Loading...

A Deep World

Unity 2D stealth adventure game where you guide a small creature through a dangerous underwater world. Explore, hide, and outmaneuver procedurally animated predators to find a lost friend. As the main developer I created all gameplay systems, AI behaviors and game feel elements like lighting and vfx. Initially a student project with collaborators from Berklee School of Music, I continue the project for final release.

Winner of “best game” in “Principe de Los Paramos” 2025 awards in Colombia.

Main contributions

  • Created a dynamic flocking system supporting 700+ agents at 60fps with Unity Job system and Burst Compiler
  • Developer the enemy AI so our predators react to player actions, patrol areas, chase player and show frustration when player hides during a chase
  • Created a robust decoupled code architecture for all the systems using observer, singleton and state patterns across the project
  • Polished game feel through VFX, lighting, and animation tuning
  • Support our audio team by taking the role of audio programmer, dealing with fmod in Unity
  • Built a programmable cinematic system for in-game storytelling. Using the power of procedural animation our cinematic system is 100% by code and not Unity Timeline
  • Coordinated and analyzed insights from 20+ player playtests

Experience and Design goals

After multiple iterations (checkout the design process for more) I wanted to achieve specific goals:

  • Make the player feel scared and alone in an unknown world. A feeling of “I shouldn’t be here” caused by the environment and the AI behaviors of predators and other creatures around.
  • Embrace minimalist design by having just one core mechanic and using visuals to tell the player how to play and progress. The only text you see is the main menu and the pause menu.
  • Deliver a strong sense of vulnerability and tension through game feel (vfx, sound and visuals) and pacing

This is an effort on minimalist design with inspirations from games like Alien Isolation and Amnesia.

Making the enemy AI

The main idea was to mimic sight and sound perception. If the predator sees you, it will follow or chase you depending on how far away you are.

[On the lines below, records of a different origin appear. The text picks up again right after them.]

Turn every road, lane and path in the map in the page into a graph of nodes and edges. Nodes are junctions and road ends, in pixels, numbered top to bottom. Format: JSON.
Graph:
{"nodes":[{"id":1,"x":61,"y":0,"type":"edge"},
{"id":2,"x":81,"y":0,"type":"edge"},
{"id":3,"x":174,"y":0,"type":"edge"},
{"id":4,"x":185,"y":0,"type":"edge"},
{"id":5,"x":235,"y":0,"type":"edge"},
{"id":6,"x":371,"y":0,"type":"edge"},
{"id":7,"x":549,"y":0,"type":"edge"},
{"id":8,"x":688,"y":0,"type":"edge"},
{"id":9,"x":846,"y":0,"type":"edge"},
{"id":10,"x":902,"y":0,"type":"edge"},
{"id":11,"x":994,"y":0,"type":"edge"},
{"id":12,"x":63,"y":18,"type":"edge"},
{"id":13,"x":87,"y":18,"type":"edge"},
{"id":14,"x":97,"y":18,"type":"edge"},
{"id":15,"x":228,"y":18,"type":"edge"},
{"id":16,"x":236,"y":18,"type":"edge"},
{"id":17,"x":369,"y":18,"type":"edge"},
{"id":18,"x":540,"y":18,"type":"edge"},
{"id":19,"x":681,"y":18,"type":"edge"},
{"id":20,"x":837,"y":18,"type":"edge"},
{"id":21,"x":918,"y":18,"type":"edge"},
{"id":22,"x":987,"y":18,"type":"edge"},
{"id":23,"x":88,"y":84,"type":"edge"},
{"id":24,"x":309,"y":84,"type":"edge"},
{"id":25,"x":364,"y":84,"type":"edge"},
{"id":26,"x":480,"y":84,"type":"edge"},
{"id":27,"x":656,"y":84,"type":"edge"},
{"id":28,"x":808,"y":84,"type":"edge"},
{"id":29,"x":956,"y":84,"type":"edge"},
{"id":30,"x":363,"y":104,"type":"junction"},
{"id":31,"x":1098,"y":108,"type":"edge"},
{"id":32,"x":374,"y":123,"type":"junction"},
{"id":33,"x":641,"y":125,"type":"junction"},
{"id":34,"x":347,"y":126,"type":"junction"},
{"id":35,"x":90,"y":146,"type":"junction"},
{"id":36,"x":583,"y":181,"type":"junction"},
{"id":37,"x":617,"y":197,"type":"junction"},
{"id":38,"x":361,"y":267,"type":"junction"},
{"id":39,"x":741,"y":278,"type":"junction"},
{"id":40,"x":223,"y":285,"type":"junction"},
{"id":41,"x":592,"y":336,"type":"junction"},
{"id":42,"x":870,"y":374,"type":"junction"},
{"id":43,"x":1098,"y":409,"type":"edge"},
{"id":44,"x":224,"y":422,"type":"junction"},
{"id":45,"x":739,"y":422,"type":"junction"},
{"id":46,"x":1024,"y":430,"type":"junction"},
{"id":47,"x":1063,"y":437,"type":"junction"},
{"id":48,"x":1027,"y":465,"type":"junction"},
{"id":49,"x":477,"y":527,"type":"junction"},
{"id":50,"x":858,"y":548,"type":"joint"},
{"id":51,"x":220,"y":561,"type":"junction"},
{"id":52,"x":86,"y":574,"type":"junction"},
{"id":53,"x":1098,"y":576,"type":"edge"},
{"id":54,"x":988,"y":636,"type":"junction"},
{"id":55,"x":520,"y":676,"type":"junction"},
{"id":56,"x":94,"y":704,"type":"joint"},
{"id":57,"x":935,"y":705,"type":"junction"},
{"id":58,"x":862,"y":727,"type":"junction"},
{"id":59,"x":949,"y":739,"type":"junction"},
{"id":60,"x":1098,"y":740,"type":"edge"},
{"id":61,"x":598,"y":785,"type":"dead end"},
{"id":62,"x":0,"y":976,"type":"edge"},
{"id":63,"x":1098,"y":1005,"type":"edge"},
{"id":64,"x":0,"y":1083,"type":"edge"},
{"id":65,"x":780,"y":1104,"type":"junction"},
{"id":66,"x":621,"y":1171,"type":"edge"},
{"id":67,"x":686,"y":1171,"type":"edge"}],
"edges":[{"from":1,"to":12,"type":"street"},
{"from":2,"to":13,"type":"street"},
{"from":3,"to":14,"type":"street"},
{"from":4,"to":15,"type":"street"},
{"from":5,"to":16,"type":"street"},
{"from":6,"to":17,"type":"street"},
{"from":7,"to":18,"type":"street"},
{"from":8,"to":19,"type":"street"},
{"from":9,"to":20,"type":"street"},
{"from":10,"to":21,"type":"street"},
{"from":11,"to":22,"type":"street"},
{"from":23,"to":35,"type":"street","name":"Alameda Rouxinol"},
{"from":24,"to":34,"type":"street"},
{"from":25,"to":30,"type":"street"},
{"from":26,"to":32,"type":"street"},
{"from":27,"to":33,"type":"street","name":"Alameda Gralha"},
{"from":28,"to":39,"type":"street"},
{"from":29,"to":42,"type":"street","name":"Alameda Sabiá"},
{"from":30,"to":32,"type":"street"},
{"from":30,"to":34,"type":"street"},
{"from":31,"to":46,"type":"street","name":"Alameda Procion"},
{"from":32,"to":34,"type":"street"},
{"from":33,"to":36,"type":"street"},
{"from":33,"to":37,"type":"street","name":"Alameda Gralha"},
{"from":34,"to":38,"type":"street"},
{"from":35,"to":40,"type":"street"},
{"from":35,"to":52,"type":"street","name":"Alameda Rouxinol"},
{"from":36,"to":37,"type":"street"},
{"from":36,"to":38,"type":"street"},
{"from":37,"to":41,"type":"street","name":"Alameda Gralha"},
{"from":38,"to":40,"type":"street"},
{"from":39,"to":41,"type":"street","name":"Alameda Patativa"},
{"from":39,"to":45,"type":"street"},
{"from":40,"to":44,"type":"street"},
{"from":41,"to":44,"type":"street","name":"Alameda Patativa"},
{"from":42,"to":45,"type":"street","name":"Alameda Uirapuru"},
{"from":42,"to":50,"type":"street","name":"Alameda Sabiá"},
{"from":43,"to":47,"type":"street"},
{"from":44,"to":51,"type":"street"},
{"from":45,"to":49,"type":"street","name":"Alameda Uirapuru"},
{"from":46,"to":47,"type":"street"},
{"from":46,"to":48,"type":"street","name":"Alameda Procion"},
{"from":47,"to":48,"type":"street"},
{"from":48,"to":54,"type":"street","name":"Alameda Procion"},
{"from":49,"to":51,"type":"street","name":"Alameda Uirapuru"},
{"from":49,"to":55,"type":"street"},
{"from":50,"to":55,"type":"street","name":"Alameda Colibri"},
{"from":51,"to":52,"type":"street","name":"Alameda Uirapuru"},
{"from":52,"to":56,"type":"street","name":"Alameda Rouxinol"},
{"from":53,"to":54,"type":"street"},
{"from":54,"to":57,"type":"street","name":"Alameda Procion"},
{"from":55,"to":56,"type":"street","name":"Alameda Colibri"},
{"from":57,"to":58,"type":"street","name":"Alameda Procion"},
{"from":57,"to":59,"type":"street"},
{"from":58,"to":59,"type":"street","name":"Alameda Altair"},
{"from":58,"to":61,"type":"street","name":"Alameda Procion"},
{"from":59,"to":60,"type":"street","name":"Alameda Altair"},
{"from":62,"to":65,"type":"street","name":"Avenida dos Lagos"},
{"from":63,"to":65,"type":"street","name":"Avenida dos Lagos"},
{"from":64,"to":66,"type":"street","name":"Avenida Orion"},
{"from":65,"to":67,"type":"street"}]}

I also created a way for the chase to continue even if the predator loses sight of you for a moment. I also added a frustration state the Predator shows when the player hides just in time during a chase. All this is done through behavior tress that talk to our Predator script that handles the states (default, investigate, follow, chasing and frustrated). Check the image below for a graphic representation of how the AI works.

A Deep World by Jose Striedinger

Flocking System

In an effort to make the world feel more alive I created a flocking system with Unity Job system and Burst compiler. First, I started by actually reading a Craig Reynolds original Boids paper, learning about the principles of alignment, cohesion and separation. Afterwards I added my own twist to get specific behavior like following, orbit, hard and soft avoidance.

Flock patrolling an area defined by array of positions
Flocking preview of agents following the player

The FlockManager is responsible for creating and managing the agents, as well as establishing the behaviors that specific flock will have.

  • FlockCore behavior that handles the base alignment, cohesion and separation code. Without this theres no flock really
  • FlockGoal behavior handles if we want the flock to go somewhere specific like follow the player or patrol a route.
  • FlockContainment that handles if we want to contain the flock in a specific area (a collider is used for this)
  • FlockAvoid handles if the agents must avoid externals objects. A Hard void is that the agent will act like scary fish, if say the player gets near we make the agent go to the opposite direction with an extra acceleration. A soft avoid is the idea that the agent must “swim around” said object. This is still in progress as it is very costly.

The Design Process

Ideation: Visit to CSC

After experimenting with a few mechanic-based prototypes, my teammate and I visited the California Science Center for inspiration. Observing strange sea creatures turned out to be exactly what we needed. I became fascinated by organisms with reactive, tentacle-like filaments—they sparked the idea of capturing a living, surreal underwater ecosystem that is in constant movement by the use of procedural 2D animation.

Inspired by our visit to California Science Center, I worked in squid-like movement.

Preproduction: experimenting with goals and constraints

First couple of weeks experimenting. I built movement-focused prototypes and experiments to convey character emotions without dialogue. A trip to the California Science Center and procedural animation prototypes inspired our alien underwater world setting, also leading to our key design constraint: no dialogue, minimal text.

Every single prototype tried to answer a design question:

Can I make a player feel empathy towards a cube with just animation and audio?
How much spontaneous animation is needed to make players engaged with NPCs?

Minimalist stealth gameplay

Aiming for accessibility and simplicity, I focused on movement and a single versatile mechanic, a “call” mechanic. Inspired by games like Super Meat Boy, our character remains unchanged, you get no power ups or anything like that, is the situations that change. Playtesting proved to very extremely important to get the movement just right so that players feel as a fast but fragile underwater creature.